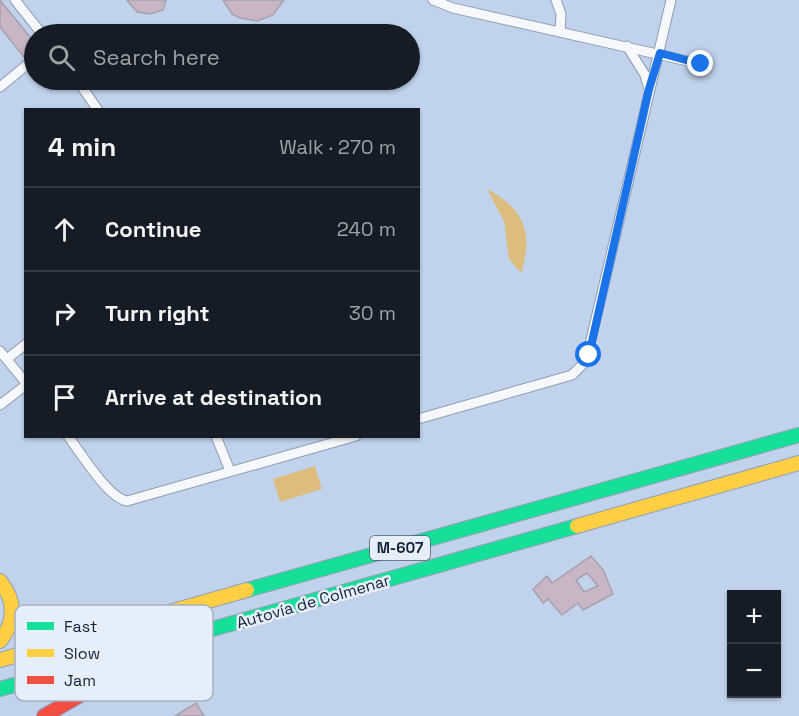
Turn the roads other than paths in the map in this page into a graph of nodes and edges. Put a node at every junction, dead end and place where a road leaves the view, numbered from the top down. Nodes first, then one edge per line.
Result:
1 (15, 0) edge
2 (433, 0) edge
3 (556, 0) edge
4 (671, 0) edge
5 (34, 24) edge
6 (560, 32) junction
7 (627, 46) junction
8 (660, 53) junction
9 (701, 64) dead end
10 (24, 67) edge
11 (0, 87) edge
12 (649, 89) junction
13 (84, 90) edge
14 (97, 108) edge
15 (24, 346) edge
16 (0, 351) edge
17 (7, 359) junction
18 (24, 381) edge
19 (24, 386) edge
20 (0, 405) edge
21 (420, 418) edge
22 (799, 435) edge
23 (70, 438) edge
24 (217, 438) edge
25 (349, 438) edge
26 (799, 463) edge
27 (230, 471) junction
28 (0, 582) edge
29 (195, 605) edge
30 (213, 630) edge
31 (0, 641) edge
32 (15, 656) edge
33 (0, 660) edge
34 (15, 685) edge
35 (0, 689) edge
36 (70, 701) edge
37 (44, 716) edge

1 - 5 street
2 - 6 street
3 - 6 street
4 - 8 street
6 - 7 street
7 - 8 street
7 - 12 street
8 - 9 street
8 - 12 street
10 - 11 street
12 - 21 street
13 - 14 street
15 - 17 street
16 - 17 street
17 - 18 street
19 - 20 street
22 - 29 highway, Autovía de Colmenar / M-607
23 - 27 street
24 - 27 street
25 - 27 street
26 - 30 highway, Autovía de Colmenar / M-607
28 - 31 highway
32 - 33 highway, Autovía de Colmenar / M-607
34 - 35 highway, Autovía de Colmenar / M-607
36 - 37 highway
※
▸ **WORK ORDER**
Pictures aside, retype the material exactly.

▸ **EXERCISE OUTPUT**
Turn the roads other than paths in the map in this page into a graph of nodes and edges. Put a node at every junction, dead end and place where a road leaves the view, numbered from the top down. Nodes first, then one edge per line.
Result:
1 (15, 0) edge
2 (433, 0) edge
3 (556, 0) edge
4 (671, 0) edge
5 (34, 24) edge
6 (560, 32) junction
7 (627, 46) junction
8 (660, 53) junction
9 (701, 64) dead end
10 (24, 67) edge
11 (0, 87) edge
12 (649, 89) junction
13 (84, 90) edge
14 (97, 108) edge
15 (24, 346) edge
16 (0, 351) edge
17 (7, 359) junction
18 (24, 381) edge
19 (24, 386) edge
20 (0, 405) edge
21 (420, 418) edge
22 (799, 435) edge
23 (70, 438) edge
24 (217, 438) edge
25 (349, 438) edge
26 (799, 463) edge
27 (230, 471) junction
28 (0, 582) edge
29 (195, 605) edge
30 (213, 630) edge
31 (0, 641) edge
32 (15, 656) edge
33 (0, 660) edge
34 (15, 685) edge
35 (0, 689) edge
36 (70, 701) edge
37 (44, 716) edge

1 - 5 street
2 - 6 street
3 - 6 street
4 - 8 street
6 - 7 street
7 - 8 street
7 - 12 street
8 - 9 street
8 - 12 street
10 - 11 street
12 - 21 street
13 - 14 street
15 - 17 street
16 - 17 street
17 - 18 street
19 - 20 street
22 - 29 highway, Autovía de Colmenar / M-607
23 - 27 street
24 - 27 street
25 - 27 street
26 - 30 highway, Autovía de Colmenar / M-607
28 - 31 highway
32 - 33 highway, Autovía de Colmenar / M-607
34 - 35 highway, Autovía de Colmenar / M-607
36 - 37 highway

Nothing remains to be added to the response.